4.3.4.3. Using containers to run WC models and WC modeling tools¶
Fourth, use the following command to log in the container.:
cd /path/to/wc_env_manager
docker-compose up -d
docker-compose exec wc_env bash
Fifth, use the integrated WC modeling command line program, *wc_cli*, to run WC models and WC modeling tools. For example, the following command illustrates how to get help for the wc_cli program. See the *wc_cli* documentation for more information.:
container >> wc-cli --help
4.3.5. Using WC modeling computing environments with an external IDE such as PyCharm¶
The Docker images created with wc_env_manager can be used with external integrated development environments (IDEs) such as PyCharm. See the links below for instructions on how to use these tools with Docker images created with wc_env_manager.
Other IDEs:
Install the IDE in a Docker image
Use X11 forwarding to render graphical output from a Docker container to your host. See Using GUI’s with Docker for more information.
4.3.6. Caveats and troubleshooting¶
Code run in containers created by wc_env_manager can create host files and overwrite existing host files. This is because wc_env_manager mounts host directories into containers.
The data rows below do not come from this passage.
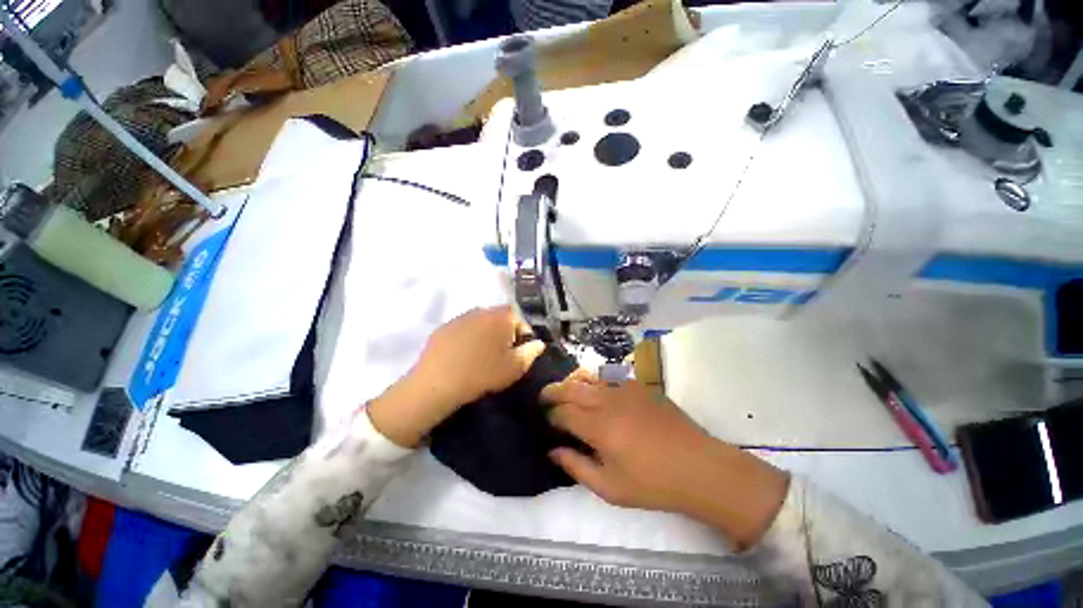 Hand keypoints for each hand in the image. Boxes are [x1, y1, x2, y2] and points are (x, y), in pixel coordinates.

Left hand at [368, 306, 544, 447]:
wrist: (438, 383)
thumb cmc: (483, 373)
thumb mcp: (515, 367)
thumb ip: (531, 351)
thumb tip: (539, 343)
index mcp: (501, 316)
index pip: (519, 318)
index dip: (522, 334)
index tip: (519, 351)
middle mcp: (481, 310)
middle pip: (499, 318)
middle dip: (504, 333)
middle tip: (502, 354)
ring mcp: (459, 317)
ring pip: (480, 323)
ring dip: (485, 335)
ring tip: (482, 356)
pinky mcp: (443, 328)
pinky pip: (462, 330)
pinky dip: (467, 339)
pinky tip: (463, 357)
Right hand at [542, 376, 788, 548]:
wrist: (699, 467)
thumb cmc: (653, 484)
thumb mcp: (610, 488)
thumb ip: (576, 467)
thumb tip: (553, 451)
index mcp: (599, 427)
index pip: (563, 412)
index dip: (551, 415)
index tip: (545, 419)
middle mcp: (608, 401)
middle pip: (571, 387)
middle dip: (553, 391)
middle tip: (544, 397)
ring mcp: (625, 389)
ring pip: (589, 376)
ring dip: (572, 381)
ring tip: (565, 389)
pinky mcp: (639, 385)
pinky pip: (609, 376)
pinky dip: (594, 379)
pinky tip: (594, 388) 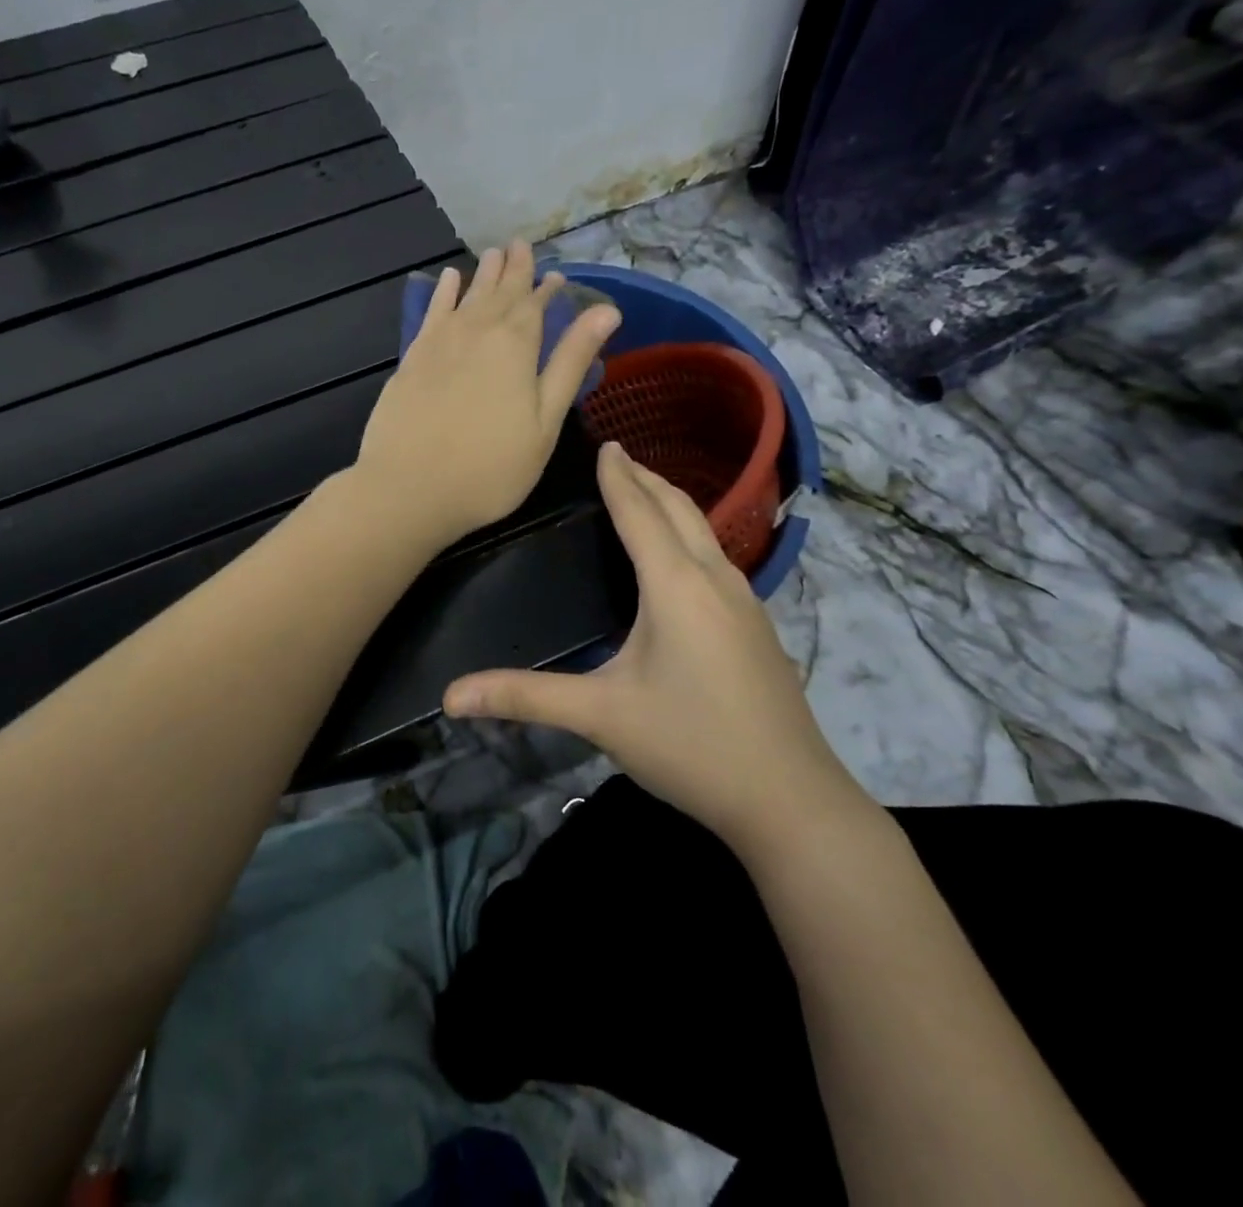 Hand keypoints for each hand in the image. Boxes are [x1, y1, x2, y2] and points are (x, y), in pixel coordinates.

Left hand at [354, 242, 621, 550]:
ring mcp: (439, 343)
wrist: (409, 487)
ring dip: (483, 274)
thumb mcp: (544, 422)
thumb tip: (606, 310)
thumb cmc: (490, 467)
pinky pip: (432, 313)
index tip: (555, 275)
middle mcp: (477, 331)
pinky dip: (442, 294)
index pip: (537, 305)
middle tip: (521, 244)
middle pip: (500, 293)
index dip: (547, 289)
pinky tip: (447, 280)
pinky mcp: (412, 359)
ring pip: (467, 296)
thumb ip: (570, 362)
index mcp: (515, 345)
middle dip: (514, 270)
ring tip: (494, 253)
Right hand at [444, 442, 872, 855]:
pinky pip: (717, 558)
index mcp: (676, 586)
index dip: (618, 477)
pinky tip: (681, 560)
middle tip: (620, 456)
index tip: (605, 444)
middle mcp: (715, 579)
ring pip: (706, 532)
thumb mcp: (601, 717)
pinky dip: (691, 535)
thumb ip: (526, 697)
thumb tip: (451, 696)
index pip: (639, 513)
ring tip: (645, 494)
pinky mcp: (758, 627)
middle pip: (680, 509)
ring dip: (673, 504)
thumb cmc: (692, 745)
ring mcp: (746, 602)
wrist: (791, 800)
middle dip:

Containers created by wc_env_manager can be used to run code located on your host machine. However, using different versions of Python between your host and the Docker containers can create Python caches and compiled Python files that are incompatible between your host and the Docker containers. Before switching between running code on your host your and the Docker containers, you may need to remove all
__pycache__
subdirectories and*.pyc
files from host packages mounted into the containers.Code run in Docker containers will not have access to the absolute paths of your host and vice-versa. Consequently, arguments that represent absolute host paths or which contain absolute host paths must be mapped from absolute host paths to the equivalent container path. Similarly, outputs which represent or contain absolute container paths must be mapped to the equivalent host paths.
Running code in containers created with wc_env_manager will be slower than running the same code on your host. This is because wc_env_manager is based on Docker containers, which add an additional layer of abstraction between your code and your processor.